Uma educação ecológica libertadora deve ter em mente que “o grito da terra é também o grito. o clamor dos pobres” e que “não há duas crises separadas, uma ambiental e outra social, mas sim, uma única e complexa crise socioambiental. As diretrizes para a solução requerem uma abordagem integral para combater a pobreza, devolver a dignidade aos excluídos e, simultaneamente, cuidar da natureza” in Laudato Si, 139.
É neste contexto, tendo em vista essas premissas que devemos analisar como está ocorrendo a formação eclesial e de que forma esta formação tem contribuído ou pode contribuir mais ainda para um compromisso maior e mais concreto em relação ao cuidado com a Casa Comum.
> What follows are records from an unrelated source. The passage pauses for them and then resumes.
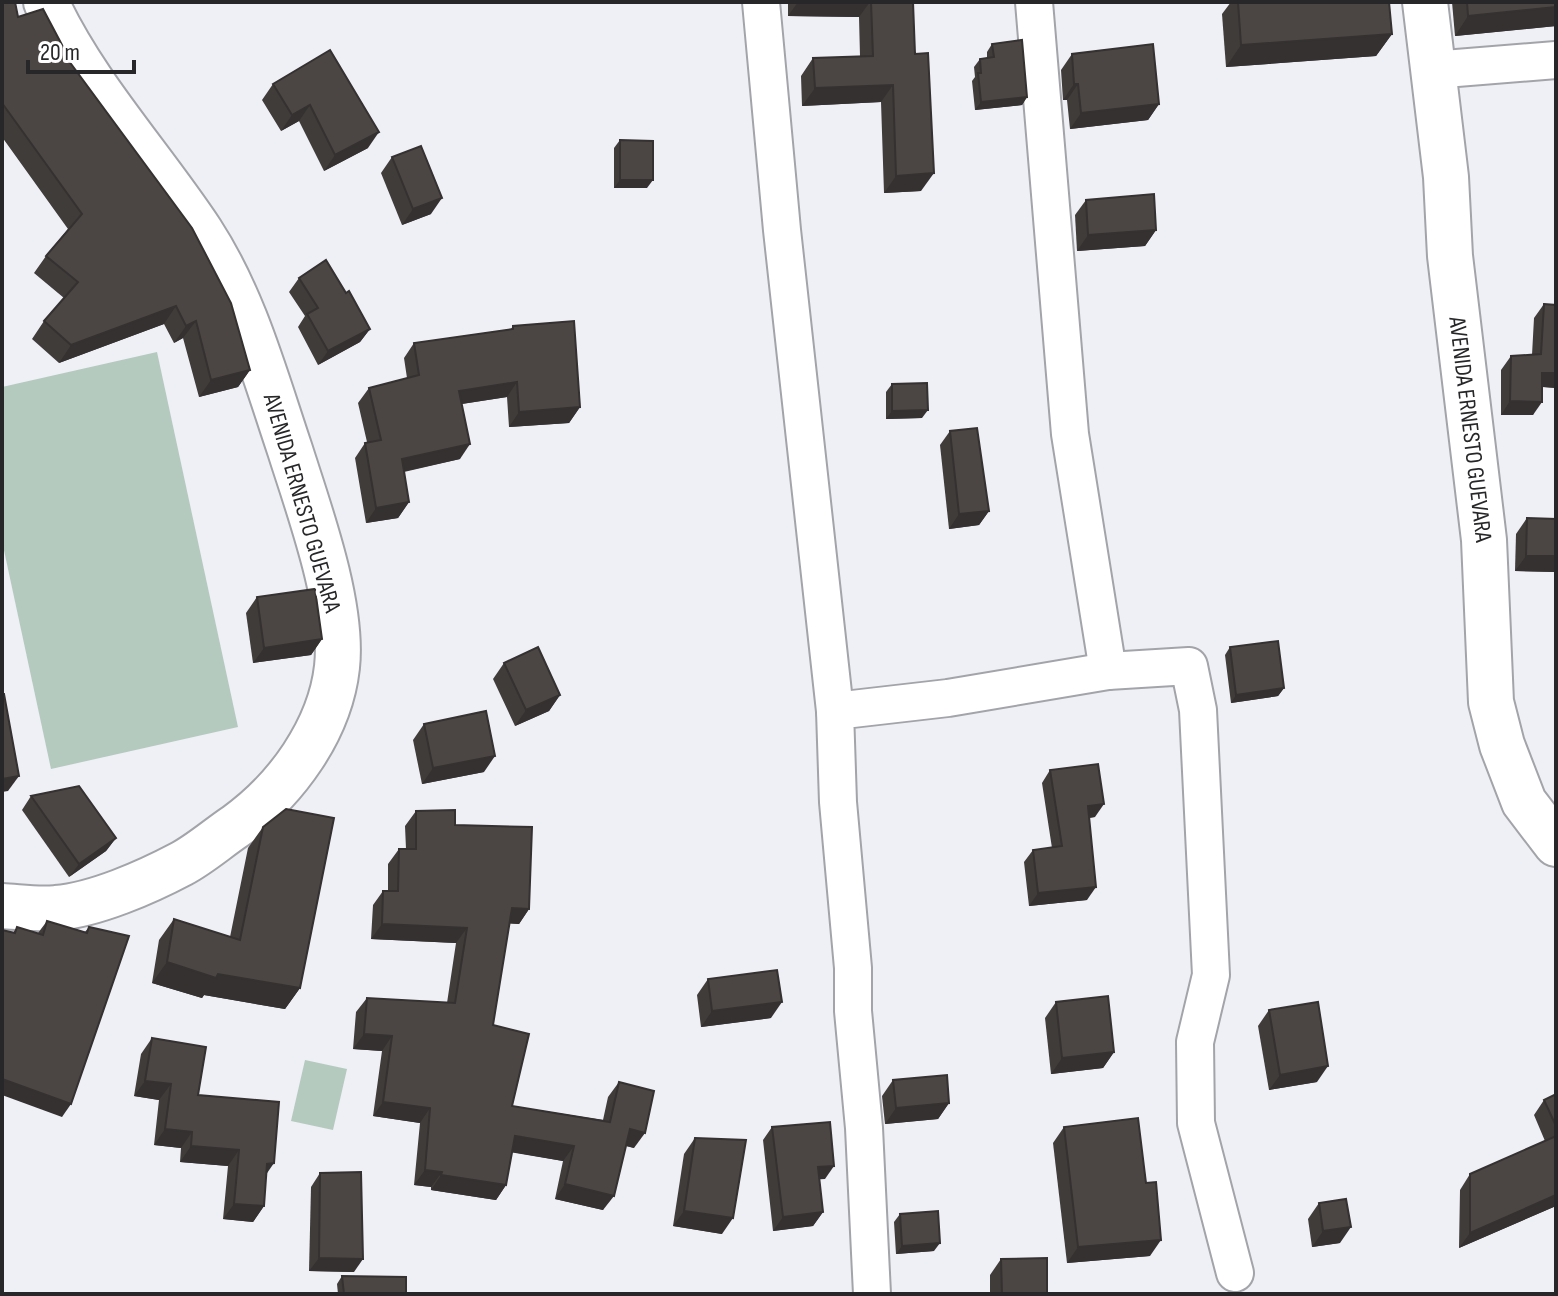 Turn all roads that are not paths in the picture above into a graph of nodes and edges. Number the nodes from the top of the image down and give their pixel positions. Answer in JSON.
{"nodes":[{"id":1,"x":46,"y":2,"type":"edge"},
{"id":2,"x":761,"y":2,"type":"edge"},
{"id":3,"x":1034,"y":2,"type":"edge"},
{"id":4,"x":1425,"y":2,"type":"edge"},
{"id":5,"x":1556,"y":60,"type":"edge"},
{"id":6,"x":1432,"y":70,"type":"junction"},
{"id":7,"x":1108,"y":671,"type":"junction"},
{"id":8,"x":835,"y":711,"type":"junction"},
{"id":9,"x":1556,"y":844,"type":"edge"},
{"id":10,"x":2,"y":906,"type":"edge"},
{"id":11,"x":1235,"y":1273,"type":"dead end"},
{"id":12,"x":872,"y":1294,"type":"edge"}],
"edges":[{"from":1,"to":10,"type":"main road","name":"AVENIDA ERNESTO GUEVARA"},
{"from":2,"to":8,"type":"street"},
{"from":3,"to":7,"type":"street"},
{"from":4,"to":6,"type":"main road","name":"AVENIDA ERNESTO GUEVARA"},
{"from":5,"to":6,"type":"street"},
{"from":6,"to":9,"type":"main road","name":"AVENIDA ERNESTO GUEVARA"},
{"from":7,"to":8,"type":"street"},
{"from":7,"to":11,"type":"street"},
{"from":8,"to":12,"type":"street"}]}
Se como cristãos católicos acreditamos que a Igreja deve ser Sinodal (longe do clericalismo que, conforme o Papa Francisco, “O clericalismo, que não é só dos clérigos, é um comportamento que diz respeito a todos nós: o clericalismo é uma perversão da Igreja”), Samaritana (que faz opção preferencial pelos pobres e caminha ao lado deles) e também profética, fica claro que precisamos abraçar as causas socioambientais e lutarmos por um melhor cuidado com a Casa Comum.
Esses devem ser os pontos centrais na formação eclesial, em sua relação com a ecologia Integral.
*Juacy da Silva, professor fundador, titular e aposentado da Universidade Federal de Mato Grosso, sociólogo, mestre em sociologia e ambientalista.